NORTH ANNA POWER STATION, UNIT NOS. 1 AND 2, REQUEST FOR INFORMATION REGARDING THE EARTHQUAKE OF AUGUST 23, 2011 (TAC NOS. ME7050 AND ME7051)

Dear Mr. Heacock:

On September 8, 2011, the Nuclear Regulatory Commission staff held a public meeting in Rockville, Maryland with the Virginia Electric and Power Company (VEPCO) to discuss the earthquake of August 23, 2011, and its effect on the North Anna Power Station (NAPS).

We reviewed the information provided by VEPCO for the meeting transmitted requests for informaitn on fuels and reactor systems on September 14, 2011. The enclosure includes further requests for informaiton on additional topics. We received your Restart Readiness Determination Plan dated September 17, 2011 and our normal practice would be to await review of that document prior to submitting furhter requests for information. To the extent that the attached requests for information are addressed in your report, please indicate that in your response to this request.

Sincerely, Robert E. Martin, Senior Project Manager Plant Licensing Branch I1-1 Division of Operating Reactor Licensing Office of Nuclear Reactor Regulation Docket Nos. 50-338 and 50-339 Enclosure cc w/encls: Distribution via Listserv.

DISTRIBUTION:

Public RidsNrrLAMO'Bridn Resource LPL2-1 R/F RidsOgcRp Resouce RidsNrrLpl2-1 Resource RidsNrrDssSrxb Resource RidsRgn2MailCenter Resource RidsAcrsAcnwMailCTR Resource RidsNrrDorlDpr Resource PClifford, NRR RidsNrrPMNorthAnna Resource AUlses, NRR AMendiola, NRR MKhanna, NRR PHiland, NRR GMcCoy, Rgn2 ADAMS Accession No. ML OFFICE NRR/LPL2-1/PM NRR/LPL 2-1/LA NRR/LPL2-1/BC NAME RMartin GKulesa DATE 09 H11 09/ /11 09/ /11

VIRGINIA ELECTRIC AND POWER COMPANY (VEPCO)

NORTH ANNA POWER STATION, UNIT NOS. 1 AND 2 (NAPS)

DOCKET NOS. 50-338 AND 50-339 The following requests for information are related to the earthquake of August 23, 2011, that occurred in the vicinity of the NAPS, as discussed in the public meeting held by the Nuclear Regulatory Commission (NRC) staff (staff) on September 8, 2011 (Reference 1).

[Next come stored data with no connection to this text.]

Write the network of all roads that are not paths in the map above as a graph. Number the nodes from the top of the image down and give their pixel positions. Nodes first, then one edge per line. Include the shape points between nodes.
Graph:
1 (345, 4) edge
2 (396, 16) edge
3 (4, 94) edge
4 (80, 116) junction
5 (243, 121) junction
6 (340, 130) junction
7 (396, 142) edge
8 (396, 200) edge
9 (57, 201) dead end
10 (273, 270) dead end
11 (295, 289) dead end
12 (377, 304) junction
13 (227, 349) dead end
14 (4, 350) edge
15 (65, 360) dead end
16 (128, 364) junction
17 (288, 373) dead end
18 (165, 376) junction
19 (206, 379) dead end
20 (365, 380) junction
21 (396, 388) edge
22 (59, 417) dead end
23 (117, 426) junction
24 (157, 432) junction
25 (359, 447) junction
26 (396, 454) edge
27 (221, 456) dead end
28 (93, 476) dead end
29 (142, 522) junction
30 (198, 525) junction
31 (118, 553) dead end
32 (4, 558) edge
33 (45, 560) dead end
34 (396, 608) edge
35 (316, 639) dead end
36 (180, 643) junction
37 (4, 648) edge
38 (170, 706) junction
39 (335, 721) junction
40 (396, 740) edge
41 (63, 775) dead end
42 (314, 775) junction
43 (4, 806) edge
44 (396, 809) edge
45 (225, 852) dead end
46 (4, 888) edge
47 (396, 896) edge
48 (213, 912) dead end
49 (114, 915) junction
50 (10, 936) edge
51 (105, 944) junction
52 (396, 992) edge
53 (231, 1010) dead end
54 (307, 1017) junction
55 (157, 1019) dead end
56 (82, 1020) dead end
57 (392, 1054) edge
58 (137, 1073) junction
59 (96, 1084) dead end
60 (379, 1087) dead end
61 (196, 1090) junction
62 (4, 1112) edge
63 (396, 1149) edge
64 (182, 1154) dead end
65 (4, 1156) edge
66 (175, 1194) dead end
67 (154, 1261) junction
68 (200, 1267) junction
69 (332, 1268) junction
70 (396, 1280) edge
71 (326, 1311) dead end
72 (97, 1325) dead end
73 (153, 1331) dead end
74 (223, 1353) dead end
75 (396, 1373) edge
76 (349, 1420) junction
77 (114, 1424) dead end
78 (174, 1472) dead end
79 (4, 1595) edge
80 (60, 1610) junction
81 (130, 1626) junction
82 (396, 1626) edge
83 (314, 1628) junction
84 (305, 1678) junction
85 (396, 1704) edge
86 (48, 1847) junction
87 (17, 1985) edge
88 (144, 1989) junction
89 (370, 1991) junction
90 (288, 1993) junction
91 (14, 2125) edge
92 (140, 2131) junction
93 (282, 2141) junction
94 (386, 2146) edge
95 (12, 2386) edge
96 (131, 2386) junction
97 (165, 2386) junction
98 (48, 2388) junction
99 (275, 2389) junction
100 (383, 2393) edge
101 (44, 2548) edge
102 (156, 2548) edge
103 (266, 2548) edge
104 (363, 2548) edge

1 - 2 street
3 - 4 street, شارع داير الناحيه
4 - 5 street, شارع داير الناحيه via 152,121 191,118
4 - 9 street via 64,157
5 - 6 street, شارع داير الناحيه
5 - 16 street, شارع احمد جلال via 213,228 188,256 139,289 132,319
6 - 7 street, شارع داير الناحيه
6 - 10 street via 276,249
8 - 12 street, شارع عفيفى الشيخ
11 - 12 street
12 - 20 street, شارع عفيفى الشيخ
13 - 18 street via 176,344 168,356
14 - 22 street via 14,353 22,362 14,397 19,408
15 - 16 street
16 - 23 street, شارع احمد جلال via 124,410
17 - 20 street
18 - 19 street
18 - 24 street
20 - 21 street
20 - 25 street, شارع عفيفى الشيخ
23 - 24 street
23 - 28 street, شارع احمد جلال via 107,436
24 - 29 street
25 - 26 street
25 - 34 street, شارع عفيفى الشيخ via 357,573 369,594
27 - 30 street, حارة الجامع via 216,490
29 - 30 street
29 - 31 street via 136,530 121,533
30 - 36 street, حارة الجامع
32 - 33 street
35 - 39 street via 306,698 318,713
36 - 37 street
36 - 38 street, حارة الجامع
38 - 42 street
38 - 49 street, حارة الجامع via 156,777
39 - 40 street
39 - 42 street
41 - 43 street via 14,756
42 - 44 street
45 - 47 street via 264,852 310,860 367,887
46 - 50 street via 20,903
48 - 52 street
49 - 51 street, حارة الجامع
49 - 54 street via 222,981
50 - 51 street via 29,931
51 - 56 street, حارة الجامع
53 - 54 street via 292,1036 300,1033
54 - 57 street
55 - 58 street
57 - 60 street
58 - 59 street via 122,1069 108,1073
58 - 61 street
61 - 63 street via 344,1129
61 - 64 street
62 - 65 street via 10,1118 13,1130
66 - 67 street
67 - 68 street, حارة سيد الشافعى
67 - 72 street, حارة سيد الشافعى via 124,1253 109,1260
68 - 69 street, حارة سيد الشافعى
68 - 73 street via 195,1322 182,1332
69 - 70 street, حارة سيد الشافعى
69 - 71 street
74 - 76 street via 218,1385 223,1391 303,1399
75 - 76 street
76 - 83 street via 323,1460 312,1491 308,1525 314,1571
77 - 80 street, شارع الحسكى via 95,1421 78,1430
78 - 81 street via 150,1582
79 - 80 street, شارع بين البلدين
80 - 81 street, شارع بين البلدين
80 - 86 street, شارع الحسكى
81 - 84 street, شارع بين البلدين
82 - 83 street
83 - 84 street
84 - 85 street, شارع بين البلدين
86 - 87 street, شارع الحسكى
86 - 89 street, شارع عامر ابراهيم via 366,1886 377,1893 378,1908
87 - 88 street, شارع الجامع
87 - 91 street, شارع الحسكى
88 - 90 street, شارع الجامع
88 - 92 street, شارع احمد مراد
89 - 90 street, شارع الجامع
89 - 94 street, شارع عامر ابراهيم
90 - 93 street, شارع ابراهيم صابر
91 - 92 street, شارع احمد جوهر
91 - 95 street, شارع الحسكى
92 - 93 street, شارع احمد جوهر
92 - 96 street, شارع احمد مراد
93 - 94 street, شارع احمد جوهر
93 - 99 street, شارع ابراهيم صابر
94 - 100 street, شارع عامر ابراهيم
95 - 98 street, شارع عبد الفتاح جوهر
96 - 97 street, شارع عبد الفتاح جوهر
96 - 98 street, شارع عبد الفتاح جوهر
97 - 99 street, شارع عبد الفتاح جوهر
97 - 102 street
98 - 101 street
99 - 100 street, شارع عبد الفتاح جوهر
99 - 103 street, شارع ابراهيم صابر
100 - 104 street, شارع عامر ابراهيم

The following questions are grouped according to the format of the NAPS Final Safety Analysis Report (FSAR).

3.9 Mechanical Systems and Components Snubbers

1. Confirm that a visual examination of all snubbers (small bore and large bore) has been performed to ensure compliance with the design basis acceptance criteria.
2. Confirm that evaluation of snubbers(s) have been performed for snubbers found to be in an unacceptable condition during the visual examination such as a locked snubber, deformation, damaged bearing, missing or broken pin, fluid leak in hydraulic snubbers, etc.
3. Confirm that the testing of snubbers (small bore and large bore) as required by Technical Requirement Manual (TRM) Section 3.7.5, has been performed to ensure the operability of all the snubbers. NRC authorized the use of alternative TRM Section 3.7.5 in lieu of the ASME Code requirements in the safety evaluations for Relief Request CS-001 for North Anna Unit 1 and Relief Request N2-14-CG-001 for North Anna Unit 2 on Provide date & ADAMS no.
4. Confirm that an evaluation of snubber(s) has been performed for snubbers located on an unacceptable or damaged piping system discovered during the inspection of the piping system.
5. Confirm that all the snubbers' existing design loads are greater than or equal to the new design loads based on the higher earthquake (August 23, 2011) values.

Note: The examination of support structures and attachments where snubbers are attached are covered by the inspection of support structures.

The information requested below is focused on the scope of the licensee's assessment of piping systems, inspection/evaluation methods, acceptance criteria, results, and corrective actions.

The intent of the questions is to determine whether the ASME Class 1, 2, and 3 piping systems and any non-safety related systems that connect to safety related systems satisfy the design basis for the safety related piping so as to demonstrate that their structural integrity is maintained

after the recent earthquake.

1. Pipe Stress Analyses.

The staff is interested in the affect of the earthquake on American Society of Mechanical Engineers (ASME) Class 1, 2, and 3 piping systems and any non-safety related systems which connect or could affect ASME Class 1, 2, or 3 piping systems. Will all of these systems for which stress analyses were developed be re-analyzed using the loads experienced from the earthquake on August 23, 2011, including any aftershocks? The staff requests the following specific information:

A. The list of all pipe systems whose stress analyses that have been/will be re-analyzed.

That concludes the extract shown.